فَلَمَّا فَصَلَ طَالُوتُ بِالْجُنُودِ قَالَ إِنَّ اللَّهَ مُبْتَلِيكُمْ بِنَهَرٍ فَمَنْ شَرِبَ مِنْهُ فَلَيْسَ مِنِّي وَمَنْ لَمْ يَطْعَمْهُ فَإِنَّهُ مِنِّي إِلَّا مَنِ اغْتَرَفَ غُرْفَةً بِيَدِهِ ۚ فَشَرِبُوا مِنْهُ إِلَّا قَلِيلًا مِنْهُمْ ۚ فَلَمَّا جَاوَزَهُ هُوَ وَالَّذِينَ آمَنُوا مَعَهُ قَالُوا لَا طَاقَةَ لَنَا الْيَوْمَ بِجَالُوتَ وَجُنُودِهِ ۚ قَالَ الَّذِينَ يَظُنُّونَ أَنَّهُمْ مُلَاقُو اللَّهِ كَمْ مِنْ فِئَةٍ قَلِيلَةٍ غَلَبَتْ فِئَةً كَثِيرَةً بِإِذْنِ اللَّهِ ۗ وَاللَّهُ مَعَ الصَّابِرِينَ

249. Talut askerlerle yola çıkınca: "Allah sizi bir ırmakla imtihan edecektir. Kim ondan içerse benden değildir. Kim de ondan tatmazsa işte o bendendir. Yalnız eliyle bir avuç avuçlayan müstesnadır" dedi. İçlerinden az bir kısım dışında hepsi ondan içtiler.

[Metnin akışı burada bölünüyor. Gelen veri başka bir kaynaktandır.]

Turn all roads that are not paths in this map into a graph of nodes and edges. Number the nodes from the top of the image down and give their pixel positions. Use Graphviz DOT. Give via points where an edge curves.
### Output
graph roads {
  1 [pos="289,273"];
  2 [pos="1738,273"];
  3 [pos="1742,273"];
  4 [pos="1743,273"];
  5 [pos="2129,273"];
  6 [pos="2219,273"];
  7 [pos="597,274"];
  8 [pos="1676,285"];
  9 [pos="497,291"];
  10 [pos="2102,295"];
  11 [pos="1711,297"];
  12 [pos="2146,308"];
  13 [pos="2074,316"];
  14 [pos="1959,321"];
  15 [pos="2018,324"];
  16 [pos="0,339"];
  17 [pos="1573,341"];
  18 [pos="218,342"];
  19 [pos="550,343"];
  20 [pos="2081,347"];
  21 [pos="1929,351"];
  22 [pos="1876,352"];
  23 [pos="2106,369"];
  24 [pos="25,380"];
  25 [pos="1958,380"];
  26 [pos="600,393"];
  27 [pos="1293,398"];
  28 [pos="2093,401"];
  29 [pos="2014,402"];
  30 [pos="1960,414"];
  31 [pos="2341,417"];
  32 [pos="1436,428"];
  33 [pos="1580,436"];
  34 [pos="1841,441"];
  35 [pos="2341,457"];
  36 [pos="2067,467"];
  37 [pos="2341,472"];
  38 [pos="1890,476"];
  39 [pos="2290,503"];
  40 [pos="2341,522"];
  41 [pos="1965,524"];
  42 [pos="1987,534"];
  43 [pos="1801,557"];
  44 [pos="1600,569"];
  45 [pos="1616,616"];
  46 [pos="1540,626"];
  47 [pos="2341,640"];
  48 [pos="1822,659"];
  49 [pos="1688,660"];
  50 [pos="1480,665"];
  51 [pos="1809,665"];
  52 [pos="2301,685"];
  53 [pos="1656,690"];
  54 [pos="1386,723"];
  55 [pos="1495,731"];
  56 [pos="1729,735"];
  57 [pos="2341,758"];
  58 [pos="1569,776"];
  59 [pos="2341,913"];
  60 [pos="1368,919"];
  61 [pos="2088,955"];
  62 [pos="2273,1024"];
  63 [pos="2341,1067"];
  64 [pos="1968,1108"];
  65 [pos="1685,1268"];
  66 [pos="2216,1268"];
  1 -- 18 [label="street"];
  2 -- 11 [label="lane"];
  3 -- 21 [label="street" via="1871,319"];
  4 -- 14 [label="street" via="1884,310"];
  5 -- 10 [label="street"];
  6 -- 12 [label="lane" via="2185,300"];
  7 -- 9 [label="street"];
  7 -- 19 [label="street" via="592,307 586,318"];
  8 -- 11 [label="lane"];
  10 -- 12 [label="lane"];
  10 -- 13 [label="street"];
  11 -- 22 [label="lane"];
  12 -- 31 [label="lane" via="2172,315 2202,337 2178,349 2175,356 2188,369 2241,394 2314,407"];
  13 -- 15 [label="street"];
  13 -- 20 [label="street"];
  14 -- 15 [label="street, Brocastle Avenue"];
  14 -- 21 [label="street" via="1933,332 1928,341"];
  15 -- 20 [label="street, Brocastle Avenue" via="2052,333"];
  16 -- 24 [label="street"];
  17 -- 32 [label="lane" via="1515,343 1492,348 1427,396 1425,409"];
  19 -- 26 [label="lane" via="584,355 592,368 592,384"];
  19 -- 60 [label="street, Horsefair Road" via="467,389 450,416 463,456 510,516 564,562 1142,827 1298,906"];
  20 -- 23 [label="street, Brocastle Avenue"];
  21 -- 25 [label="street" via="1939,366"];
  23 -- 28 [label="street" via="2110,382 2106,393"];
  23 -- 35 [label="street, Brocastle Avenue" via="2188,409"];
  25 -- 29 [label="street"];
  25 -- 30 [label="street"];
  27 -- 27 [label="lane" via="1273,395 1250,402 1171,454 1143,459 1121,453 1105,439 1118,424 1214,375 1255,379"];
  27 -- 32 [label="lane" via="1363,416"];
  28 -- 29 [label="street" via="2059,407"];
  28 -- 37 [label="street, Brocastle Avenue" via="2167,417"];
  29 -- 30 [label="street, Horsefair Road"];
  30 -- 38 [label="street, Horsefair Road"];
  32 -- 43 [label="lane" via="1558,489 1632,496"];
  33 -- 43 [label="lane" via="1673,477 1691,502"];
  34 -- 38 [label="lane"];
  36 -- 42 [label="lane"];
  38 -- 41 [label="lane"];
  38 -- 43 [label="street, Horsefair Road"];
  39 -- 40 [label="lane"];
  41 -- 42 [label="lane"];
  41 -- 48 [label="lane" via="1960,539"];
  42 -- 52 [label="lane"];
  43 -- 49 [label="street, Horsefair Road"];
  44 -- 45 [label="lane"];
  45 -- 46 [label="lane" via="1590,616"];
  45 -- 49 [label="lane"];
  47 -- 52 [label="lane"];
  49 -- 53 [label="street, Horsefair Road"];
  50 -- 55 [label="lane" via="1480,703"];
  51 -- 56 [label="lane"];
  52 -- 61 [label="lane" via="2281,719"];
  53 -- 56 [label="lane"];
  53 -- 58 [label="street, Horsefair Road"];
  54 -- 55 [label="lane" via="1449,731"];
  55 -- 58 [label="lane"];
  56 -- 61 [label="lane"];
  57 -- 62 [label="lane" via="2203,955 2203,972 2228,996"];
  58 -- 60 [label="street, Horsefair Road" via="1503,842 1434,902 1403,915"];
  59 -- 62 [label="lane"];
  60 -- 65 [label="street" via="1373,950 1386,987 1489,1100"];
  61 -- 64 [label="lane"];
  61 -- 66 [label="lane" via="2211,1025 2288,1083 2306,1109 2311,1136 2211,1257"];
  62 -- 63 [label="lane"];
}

O (Talut) ve onunla beraber bulunan iman etmiş kişiler ırmağı geçince, bunlar (emri tutmayıp ırmaktan su içenler): "Bugün bizim Calut'a ve onun askerlerine karşı koyacak gücümüz yok" dediler. Kendilerinin Allah'a kavuşacakları kanaatini taşıyanlar ise: "Nice az topluluk vardır ki, Allah'ın izniyle, kalabalık topluluğa üstün gelmiştir. Allah da sabredenlerle beraberdir" dediler.

..
2. Bakara 2. Bakara:250

وَلَمَّا بَرَزُوا لِجَالُوتَ وَجُنُودِهِ قَالُوا رَبَّنَا أَفْرِغْ عَلَيْنَا صَبْرًا وَثَبِّتْ أَقْدَامَنَا وَانْصُرْنَا عَلَى الْقَوْمِ الْكَافِرِينَ

250. Onlar, Calut ve ordusuna karşı meydana (savaşa) çıktıklarında, dediler ki: 'Rabbimiz, üzerimize sabır yağdır, adımlarımızı sabit kıl (kaydırma) ve kâfirler topluluğuna karşı bize yardım et.' 

..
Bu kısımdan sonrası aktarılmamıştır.